Die deutsche Nationale Anti-Doping-Agentur will die neuen Ermittlungschancen nutzten. Das vor Monaten wegen fehlender Dopinggesetze eingestellte Verfahren gegen Humanplasma-Beteiligte läuft seit kurzem wieder, jetzt geht es um Steuerdelikte. Und die Wiener Staatsanwaltschaft erklärt, dass eine konkrete, seitens der Nada mit dem Deutschen Skiverband (DSV) abgestimmte Anfrage "sehr einfach" zur Herausgabe von Informationen führen könne, trotz laufenden Verfahrens. Nada-Chef Armin Baumert will den Weg gehen.

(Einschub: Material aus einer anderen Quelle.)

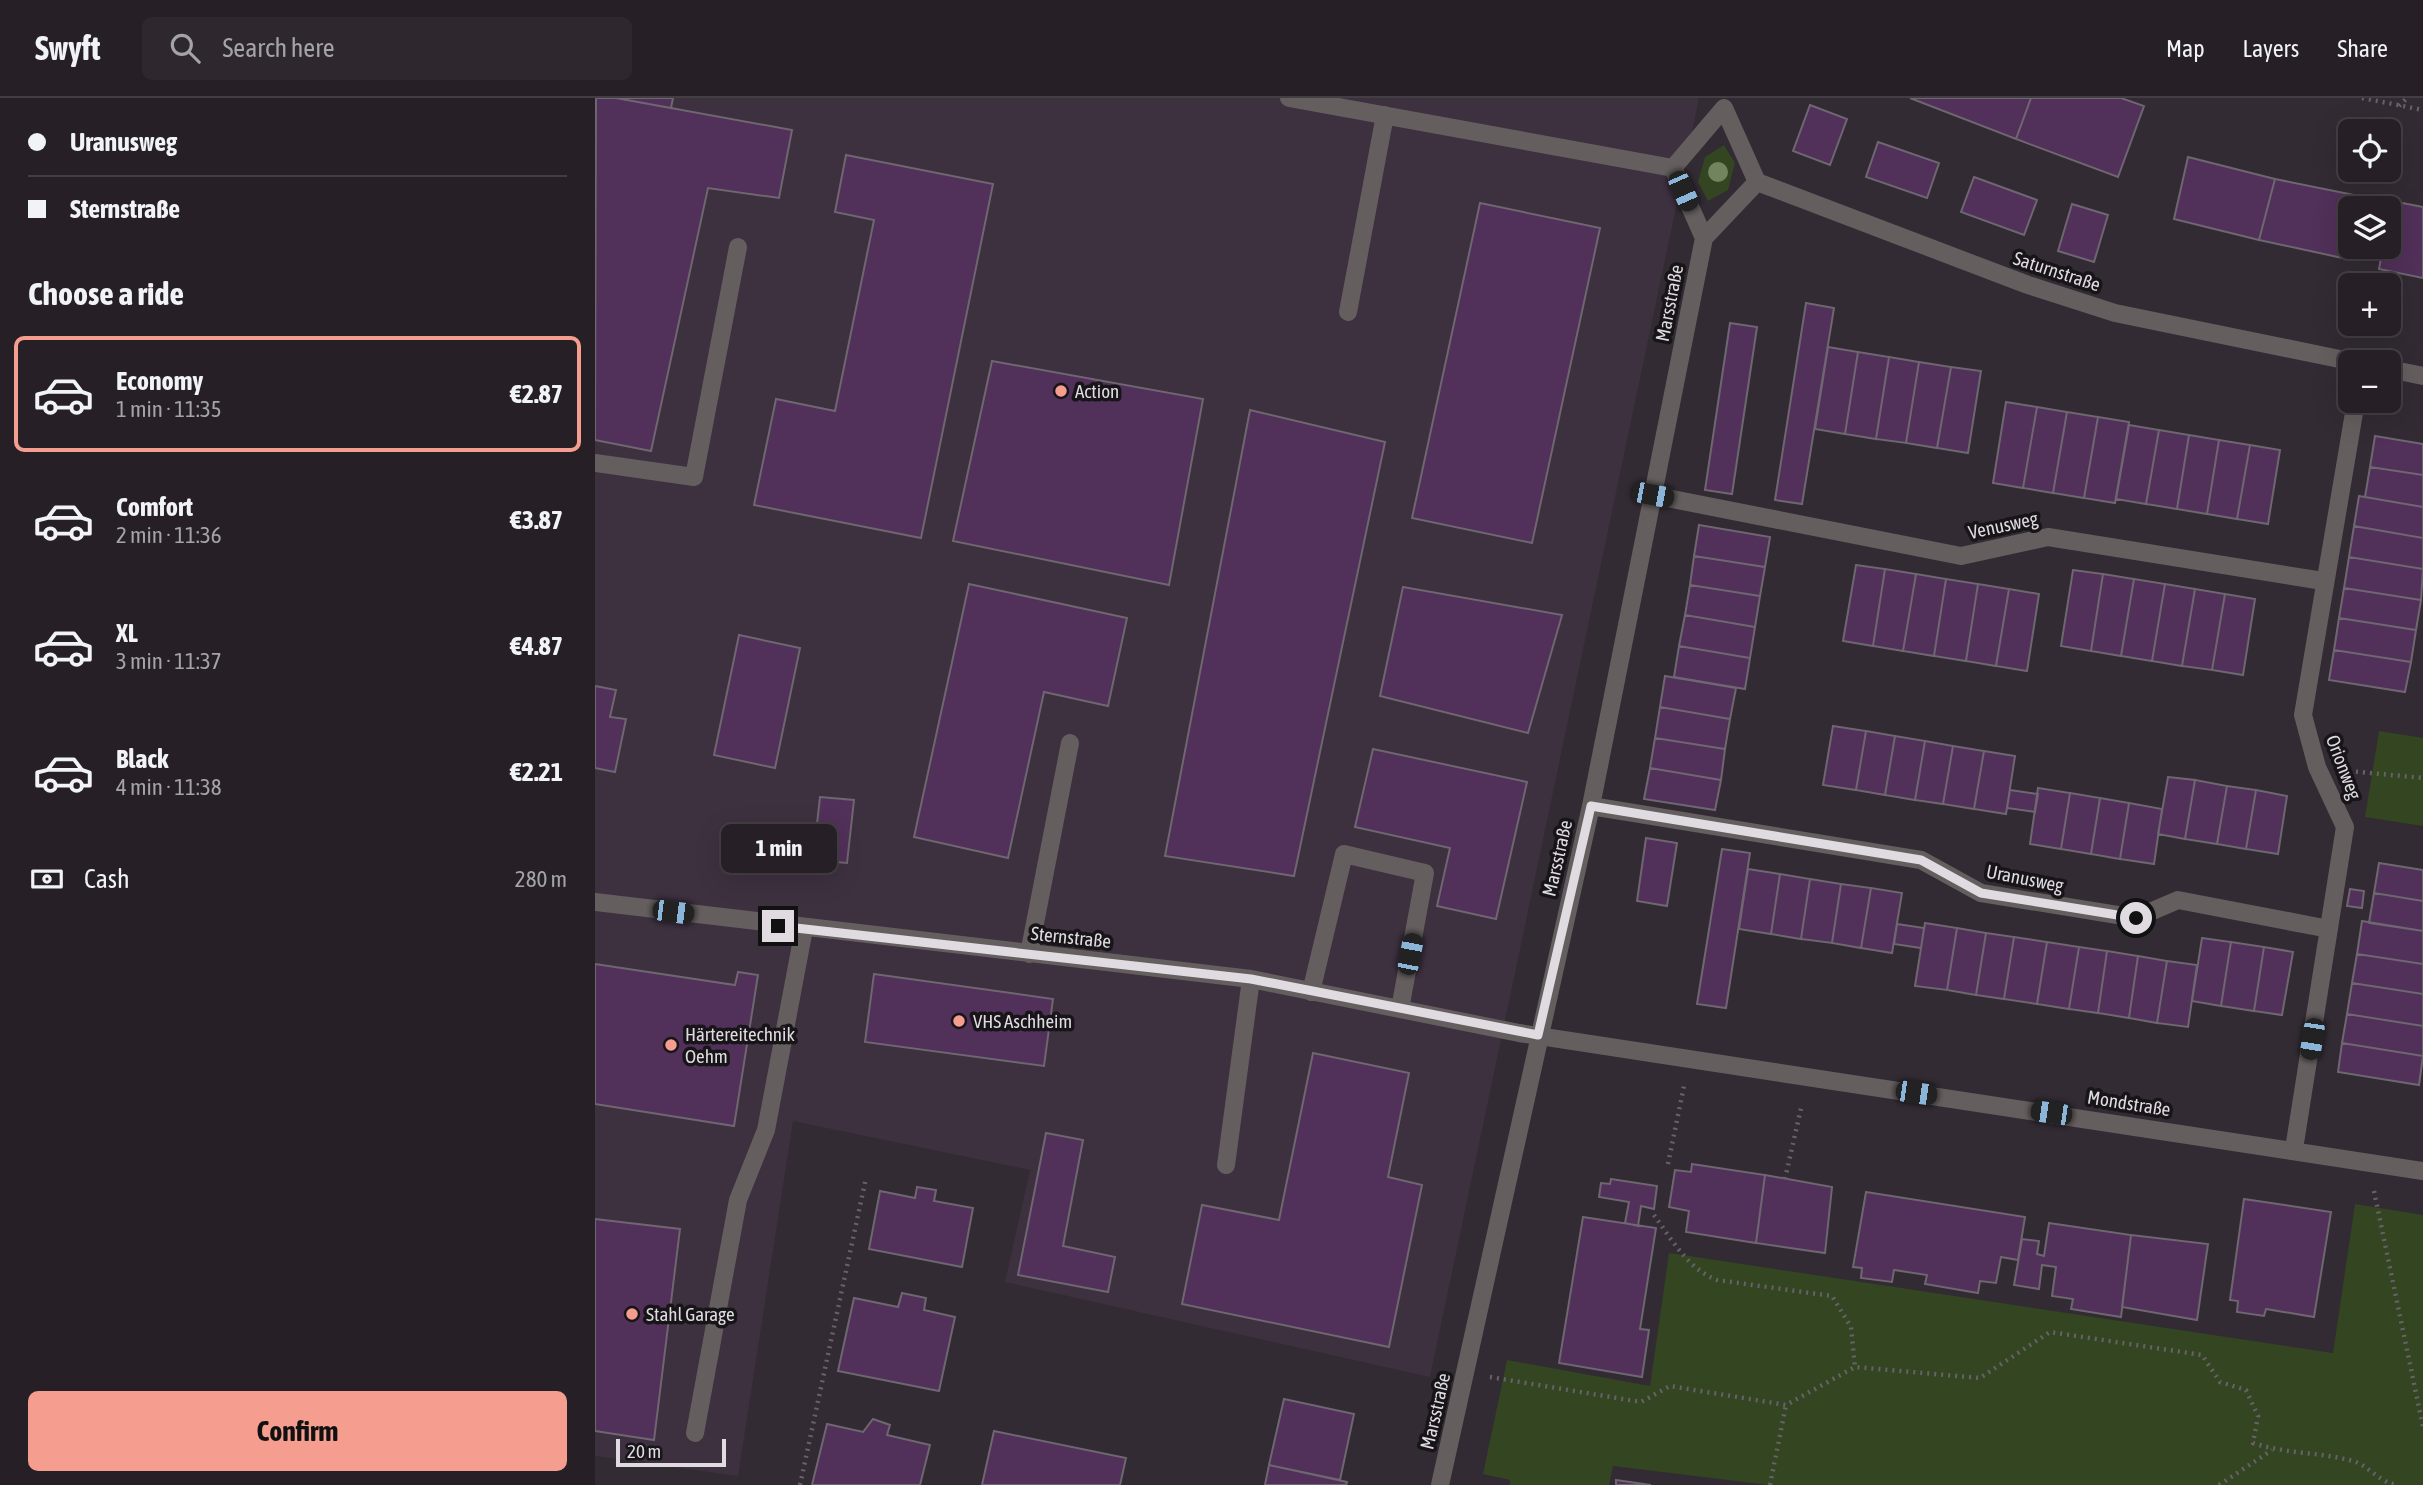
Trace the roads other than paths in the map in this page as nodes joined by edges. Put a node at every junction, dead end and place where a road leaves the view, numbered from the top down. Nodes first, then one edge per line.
1 (1289, 98) edge
2 (1725, 103) edge
3 (1385, 116) junction
4 (1673, 168) junction
5 (1757, 183) junction
6 (1704, 237) junction
7 (738, 247) dead end
8 (1348, 312) dead end
9 (2338, 359) edge
10 (2401, 371) edge
11 (2423, 376) edge
12 (2354, 413) edge
13 (595, 463) edge
14 (1653, 495) junction
15 (2323, 580) junction
16 (1070, 743) dead end
17 (1591, 806) junction
18 (595, 902) edge
19 (804, 929) junction
20 (2329, 929) junction
21 (1029, 954) junction
22 (1251, 979) junction
23 (1311, 992) junction
24 (1400, 1009) junction
25 (1538, 1035) junction
26 (2294, 1149) junction
27 (1226, 1165) dead end
28 (2423, 1171) edge
29 (695, 1433) dead end
30 (1440, 1485) edge

1 - 3 street
2 - 4 street
2 - 5 street
3 - 4 street
3 - 8 street
4 - 6 street
5 - 6 street
5 - 9 street, Saturnstraße
6 - 14 street, Marsstraße
7 - 13 street
10 - 11 street
12 - 15 street, Orionweg
14 - 15 street, Venusweg
14 - 17 street, Marsstraße
15 - 20 street, Orionweg
16 - 21 street
17 - 20 street, Uranusweg
17 - 25 street, Marsstraße
18 - 19 street, Sternstraße
19 - 21 street, Sternstraße
19 - 29 street
20 - 26 street, Orionweg
21 - 22 street, Sternstraße
22 - 23 street, Sternstraße
22 - 27 street
23 - 24 street, Sternstraße
23 - 24 street
24 - 25 street, Sternstraße
25 - 26 street, Mondstraße
25 - 30 street, Marsstraße
26 - 28 street, Mondstraße

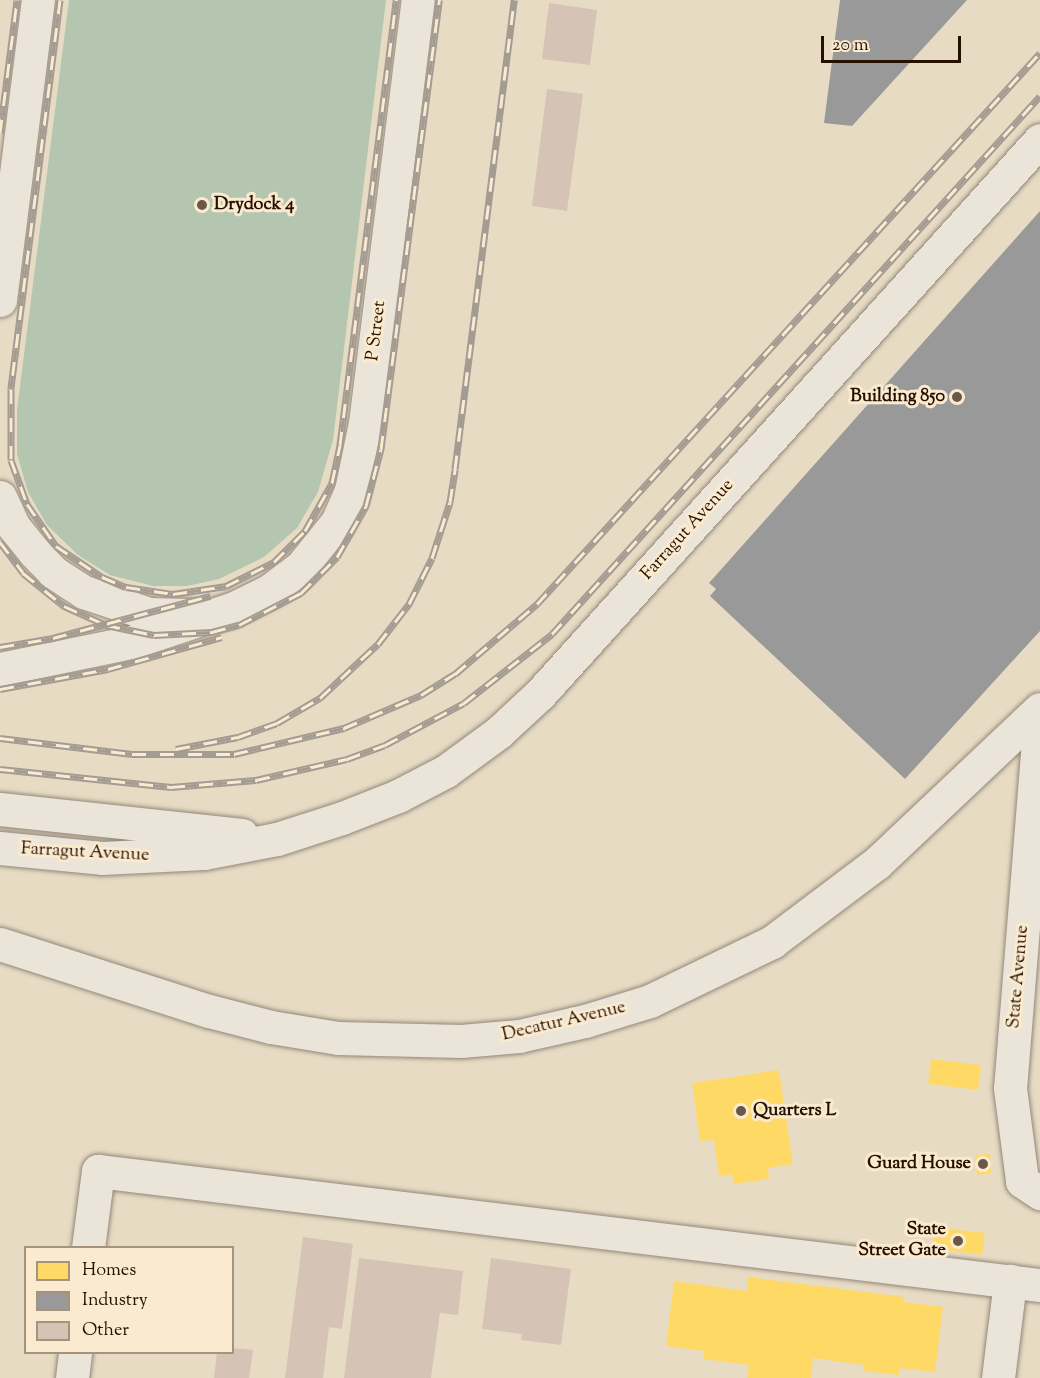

Auch der DSV erklärt auf Anfrage, er habe die "Aufklärung von Verdachtsmomenten" stets befürwortet. Und: "Sollte trotz offensichtlich noch laufender Ermittlungen Akteneinsicht in das neue Verfahren möglich sein, werden wir dies unterstützen."

Nada-Justitiarin Anja Berninger saß am Dienstag mit ihren österreichischen Kollegen beisammen, bei einem Routinetreffen der Nadas aus Deutschland, Austria, Schweiz und Frankreich in Paris. "International", sagt sie, "wird es spannend. Die Österreicher kommen jetzt voran, auch was die mögliche Teilnahme ausländischer Athleten angeht." Sie erwartet schon in Kürze Nachricht. Dann werde entschieden, wie die Nada in der Sache vorgehen wird.